*ASSIGNMENT:* Return only the number of lines in the material below holding the string "paths".

------------------------------------------------

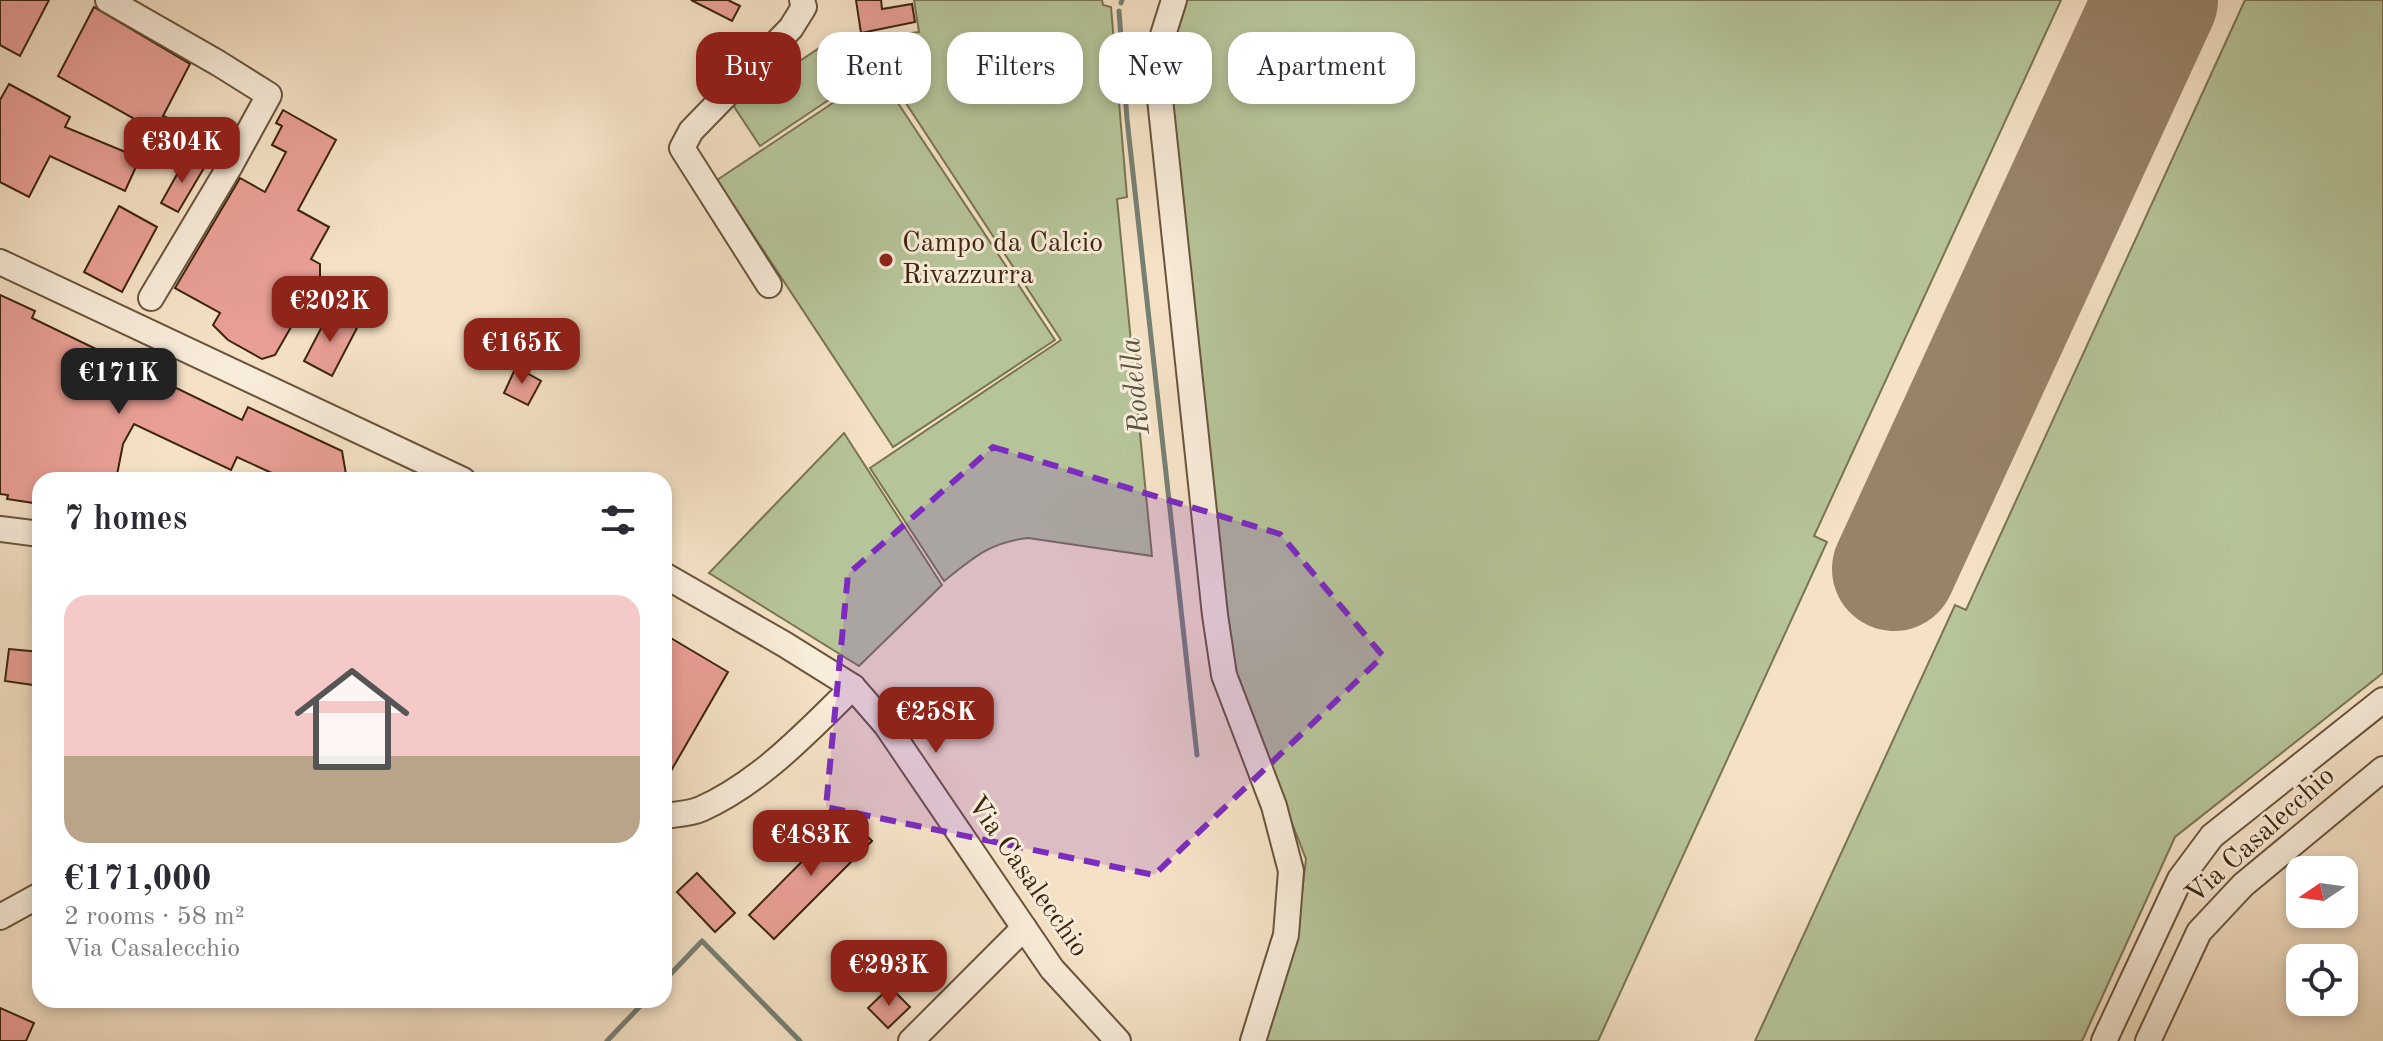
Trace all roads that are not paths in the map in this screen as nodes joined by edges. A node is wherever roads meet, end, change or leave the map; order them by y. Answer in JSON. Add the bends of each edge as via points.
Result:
{"nodes":[{"id":1,"x":108,"y":0,"type":"edge"},
{"id":2,"x":802,"y":0,"type":"edge"},
{"id":3,"x":1174,"y":0,"type":"edge"},
{"id":4,"x":0,"y":262,"type":"edge"},
{"id":5,"x":769,"y":285,"type":"dead end"},
{"id":6,"x":151,"y":298,"type":"dead end"},
{"id":7,"x":446,"y":472,"type":"edge"},
{"id":8,"x":0,"y":529,"type":"edge"},
{"id":9,"x":32,"y":533,"type":"edge"},
{"id":10,"x":672,"y":580,"type":"edge"},
{"id":11,"x":853,"y":687,"type":"junction"},
{"id":12,"x":2383,"y":700,"type":"edge"},
{"id":13,"x":2383,"y":769,"type":"edge"},
{"id":14,"x":672,"y":815,"type":"edge"},
{"id":15,"x":32,"y":899,"type":"edge"},
{"id":16,"x":0,"y":917,"type":"edge"},
{"id":17,"x":1024,"y":928,"type":"junction"},
{"id":18,"x":911,"y":1041,"type":"edge"},
{"id":19,"x":1118,"y":1041,"type":"edge"},
{"id":20,"x":1253,"y":1041,"type":"edge"},
{"id":21,"x":2104,"y":1041,"type":"edge"},
{"id":22,"x":2148,"y":1041,"type":"edge"}],
"edges":[{"from":1,"to":6,"type":"street","via":[[269,95]]},
{"from":2,"to":5,"type":"street","via":[[804,7],[791,28],[691,131],[682,148]]},
{"from":3,"to":20,"type":"street","via":[[1163,35],[1160,99],[1217,630],[1224,675],[1274,806],[1291,871],[1286,935]]},
{"from":4,"to":7,"type":"street"},
{"from":8,"to":9,"type":"street"},
{"from":10,"to":11,"type":"street","name":"Via Casalecchio"},
{"from":11,"to":14,"type":"street","via":[[783,756],[699,810]]},
{"from":11,"to":17,"type":"street","name":"Via Casalecchio","via":[[886,725]]},
{"from":12,"to":21,"type":"street","via":[[2212,836],[2180,879]]},
{"from":13,"to":22,"type":"street","name":"Via Casalecchio","via":[[2243,885],[2199,932]]},
{"from":15,"to":16,"type":"street"},
{"from":17,"to":18,"type":"street"},
{"from":17,"to":19,"type":"street","name":"Via Casalecchio","via":[[1052,969]]}]}
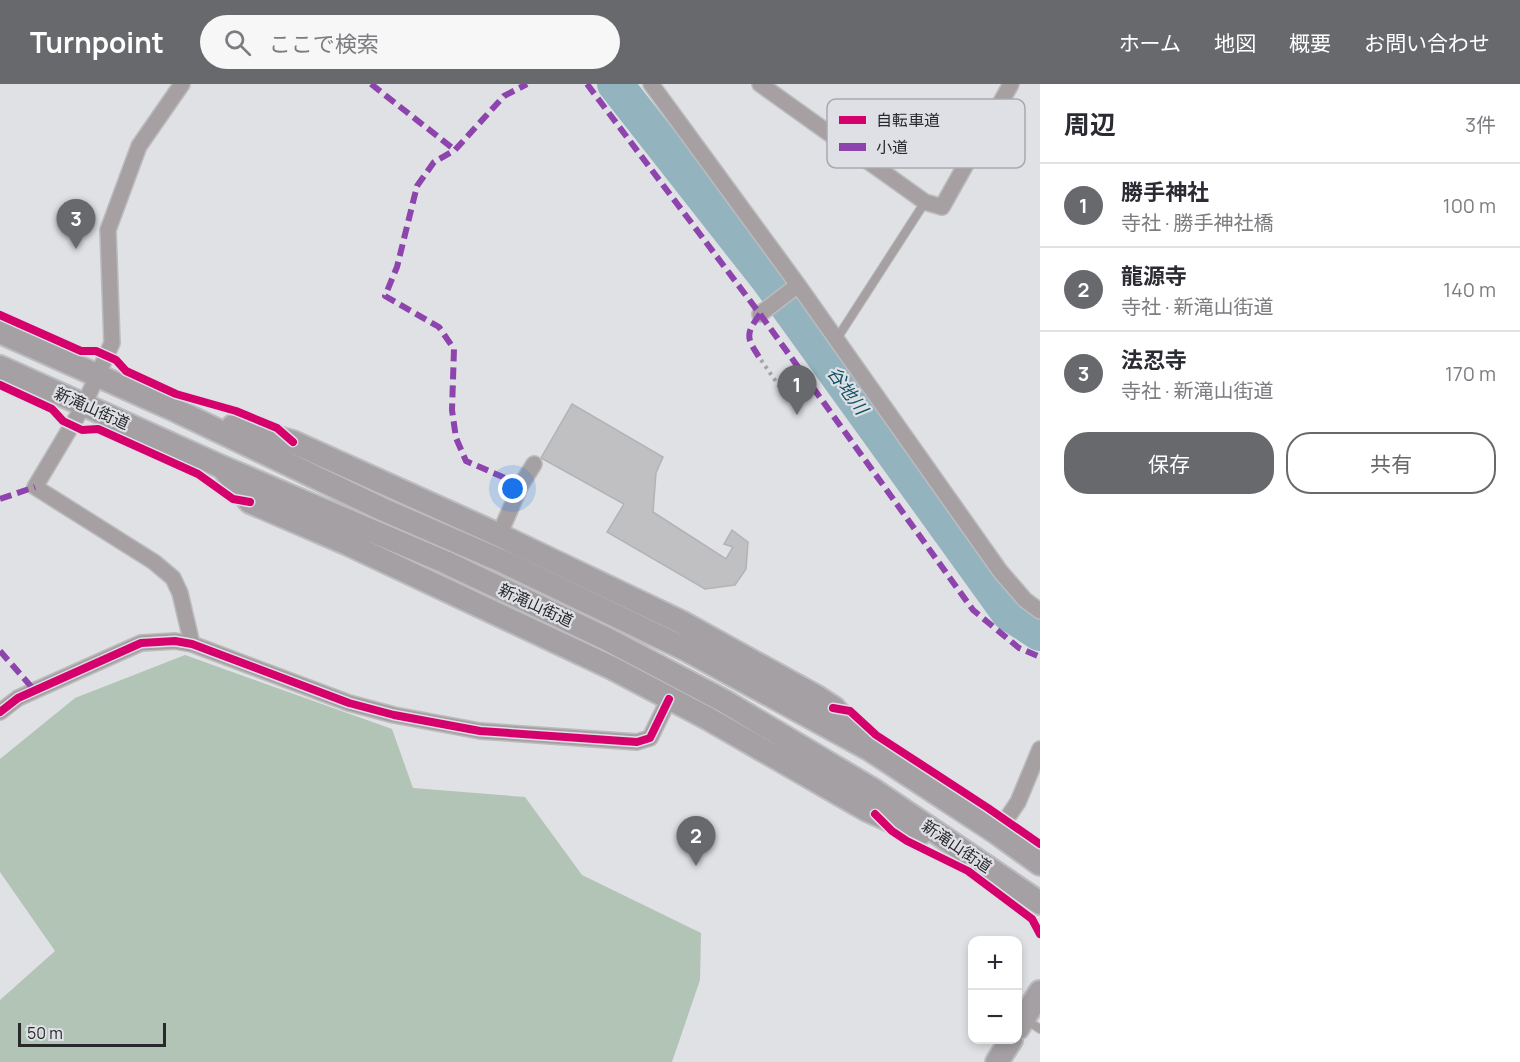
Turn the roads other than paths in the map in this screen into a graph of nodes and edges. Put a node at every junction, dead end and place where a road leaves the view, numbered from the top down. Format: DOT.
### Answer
graph roads {
  1 [pos="182,84"];
  2 [pos="651,84"];
  3 [pos="760,84"];
  4 [pos="1011,84"];
  5 [pos="1003,99"];
  6 [pos="827,132"];
  7 [pos="877,168"];
  8 [pos="964,168"];
  9 [pos="925,202"];
  10 [pos="794,288"];
  11 [pos="764,310"];
  12 [pos="0,332"];
  13 [pos="836,339"];
  14 [pos="0,367"];
  15 [pos="98,375"];
  16 [pos="84,405"];
  17 [pos="177,411"];
  18 [pos="534,464"];
  19 [pos="222,467"];
  20 [pos="498,535"];
  21 [pos="1040,611"];
  22 [pos="192,644"];
  23 [pos="669,699"];
  24 [pos="0,712"];
  25 [pos="869,749"];
  26 [pos="1040,749"];
  27 [pos="997,833"];
  28 [pos="971,857"];
  29 [pos="1040,864"];
  30 [pos="1040,903"];
  31 [pos="1040,992"];
  32 [pos="1027,1025"];
  33 [pos="1008,1044"];
  34 [pos="997,1062"];
  1 -- 15 [label="street"];
  2 -- 10 [label="street"];
  3 -- 6 [label="street"];
  4 -- 5 [label="street"];
  7 -- 9 [label="street"];
  8 -- 9 [label="street"];
  9 -- 13 [label="lane"];
  10 -- 11 [label="street"];
  10 -- 13 [label="street"];
  12 -- 15 [label="main road, 新滝山街道"];
  13 -- 21 [label="street"];
  14 -- 16 [label="main road, 新滝山街道"];
  15 -- 16 [label="street"];
  15 -- 17 [label="main road, 新滝山街道"];
  16 -- 19 [label="main road, 新滝山街道"];
  16 -- 22 [label="street"];
  17 -- 20 [label="main road"];
  17 -- 25 [label="main road, 新滝山街道"];
  18 -- 20 [label="street"];
  19 -- 23 [label="main road"];
  19 -- 28 [label="main road, 新滝山街道"];
  20 -- 25 [label="main road"];
  22 -- 23 [label="street"];
  22 -- 24 [label="street"];
  23 -- 28 [label="main road"];
  25 -- 27 [label="main road, 新滝山街道"];
  26 -- 27 [label="street"];
  27 -- 29 [label="main road, 新滝山街道"];
  28 -- 30 [label="main road, 新滝山街道"];
  31 -- 32 [label="main road"];
  33 -- 34 [label="main road"];
}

------------------------------------------------

*FINISHED EXERCISE:* 2